S.Sudan gov't troops 'crushed civilians with tanks'

Jul 22, 2015

NAIROBI - South Sudanese government troops crushed fleeing civilians with tanks, then reversed to check they had killed them, carried out public gang rapes and burned people alive, a rights group said Wednesday.

NAIROBI - South Sudanese government troops crushed fleeing civilians with tanks, then reversed to check they had killed them, carried out public gang rapes and burned people alive, a rights group said Wednesday.

The report by Human Rights Watch (HRW) has shocking allegations of atrocities committed by government forces in the ongoing 19-month-old war, documenting "deliberate attacks on civilians" that it said constitute war crimes.

"They were running with the tanks after the people, and then after they hit them they would roll back over them, to confirm that they were dead," one woman told HRW.

Attacks were carried out by government troops and an allied militia from the Bul Nuer tribe.
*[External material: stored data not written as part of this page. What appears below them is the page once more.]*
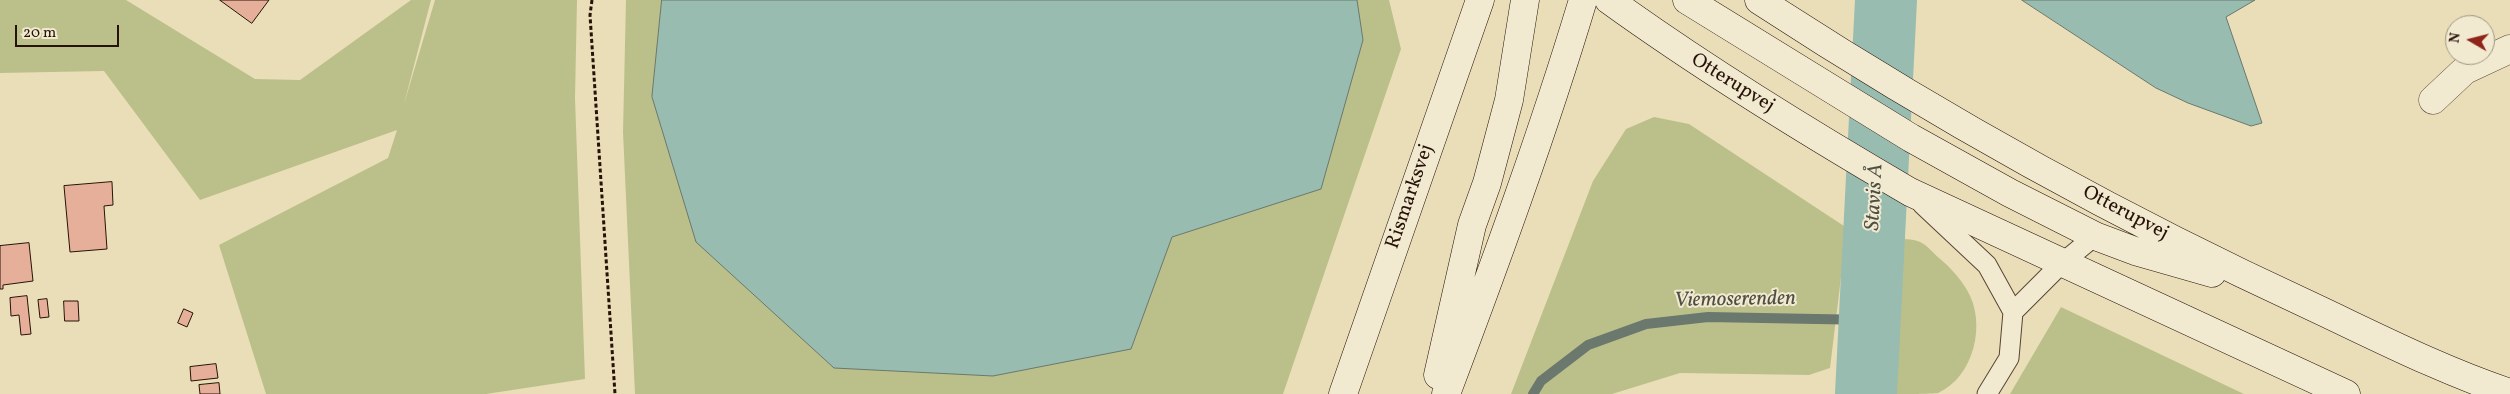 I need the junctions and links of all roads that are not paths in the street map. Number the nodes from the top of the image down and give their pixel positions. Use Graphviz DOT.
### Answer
graph roads {
  1 [pos="1480,0"];
  2 [pos="1525,0"];
  3 [pos="1583,0"];
  4 [pos="1687,0"];
  5 [pos="1759,0"];
  6 [pos="1616,4"];
  7 [pos="2510,49"];
  8 [pos="2433,100"];
  9 [pos="1910,192"];
  10 [pos="2095,236"];
  11 [pos="2061,264"];
  12 [pos="2283,293"];
  13 [pos="2013,312"];
  14 [pos="1343,394"];
  15 [pos="1434,394"];
  16 [pos="1446,394"];
  17 [pos="1987,394"];
  18 [pos="2346,394"];
  19 [pos="2510,394"];
  1 -- 14 [label="main road, Rismarksvej"];
  2 -- 15 [label="main road"];
  3 -- 16 [label="main road"];
  4 -- 10 [label="main road"];
  5 -- 12 [label="main road, Otterupvej"];
  6 -- 9 [label="main road, Otterupvej"];
  7 -- 8 [label="main road"];
  9 -- 11 [label="main road, Otterupvej"];
  9 -- 13 [label="lane"];
  10 -- 11 [label="lane"];
  10 -- 12 [label="main road"];
  11 -- 13 [label="lane"];
  11 -- 18 [label="main road, Otterupvej"];
  12 -- 19 [label="main road, Otterupvej"];
  13 -- 17 [label="lane"];
} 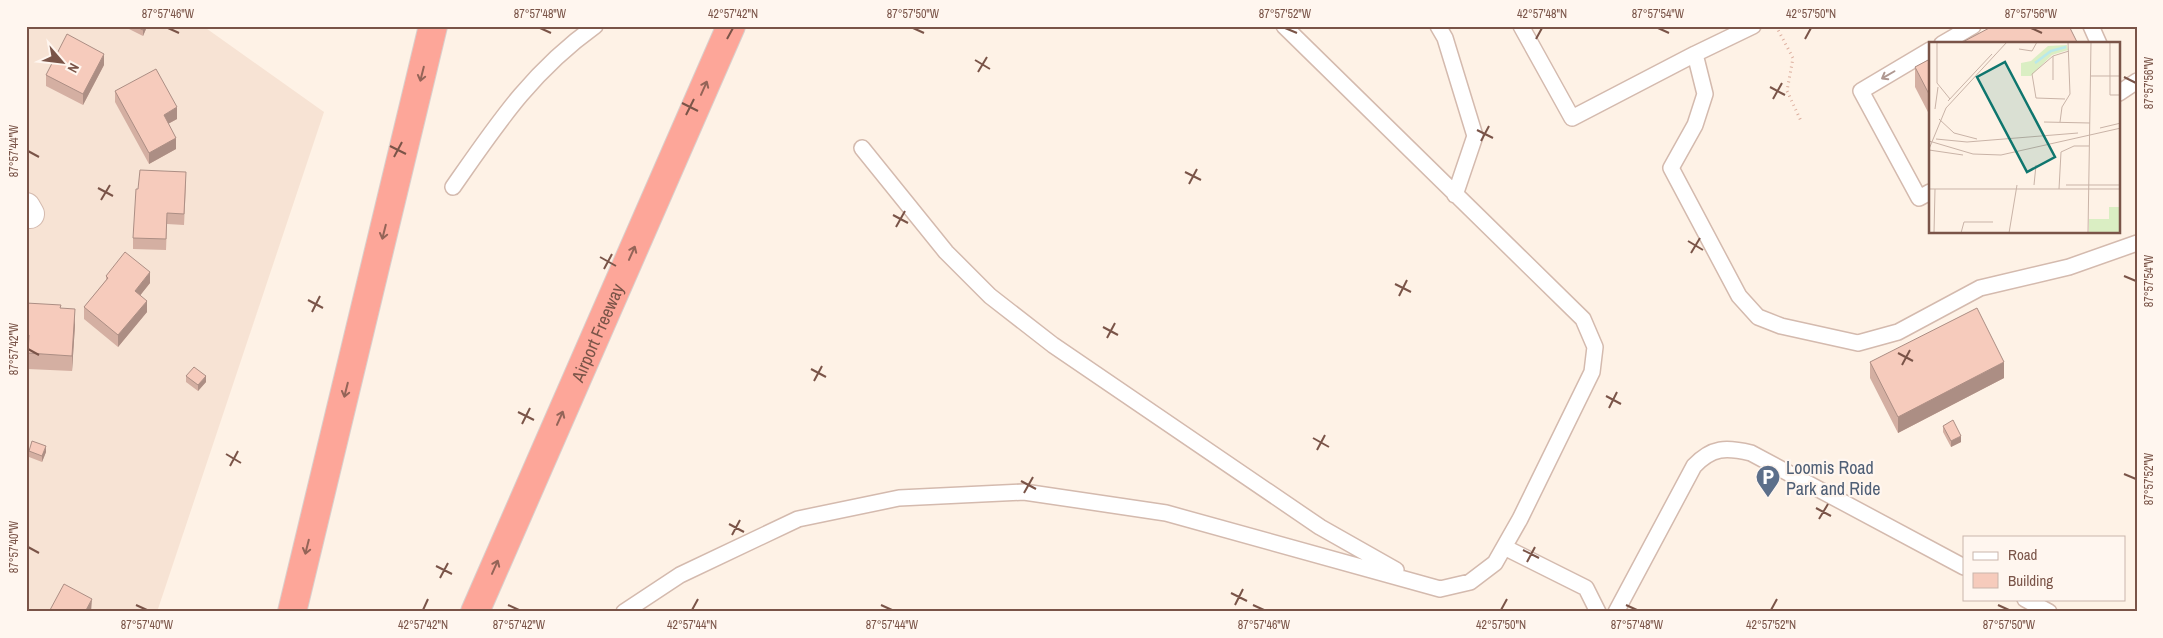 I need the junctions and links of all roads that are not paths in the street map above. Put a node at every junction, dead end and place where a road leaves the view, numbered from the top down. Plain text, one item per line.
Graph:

Another witness, a 30-year-old woman, said troops in a tank hunted down her nephew.

"I saw him... he was crushed before he reached the river... we were running together, he ran in order to hide," she told HRW.

Another described finding the squashed bodies of her two male relatives.

"Their bodies had been grinded," she said, one of a string of testimonies documented in the HRW report, titled "They Burned it All", based on interviews with 174 victims and witnesses from the northern battleground state of Unity.

Other victims recount government soldiers castrating a man and a 15-year old boy, all part of a deliberate tactic to drive people out of the villages, HRW said.

HRW documented murders "of civilian women and men, including children and the elderly, some by hanging others by shooting, or being burned alive."

The civil war began in December 2013 when President Salva Kiir accused his former deputy Riek Machar of planning a coup, setting off a cycle of retaliatory killings that has split the poverty-stricken, landlocked country along ethnic lines.

The government side, the Sudan People's Liberation Army (SPLA), launched a major offensive against rebel forces in April, with fierce fighting in Unity, once a key oil producing area.

Rebel forces have also been accused of carrying out atrocities, including rape, killings and, like the government, the recruitment of armies of child soldiers.

There was no immediate response from the army, which has previously dismissed allegations of rights abuses.

Earlier this month the government said it was investigating UN reports that troops raped then burned girls alive, but has not yet issued its findings.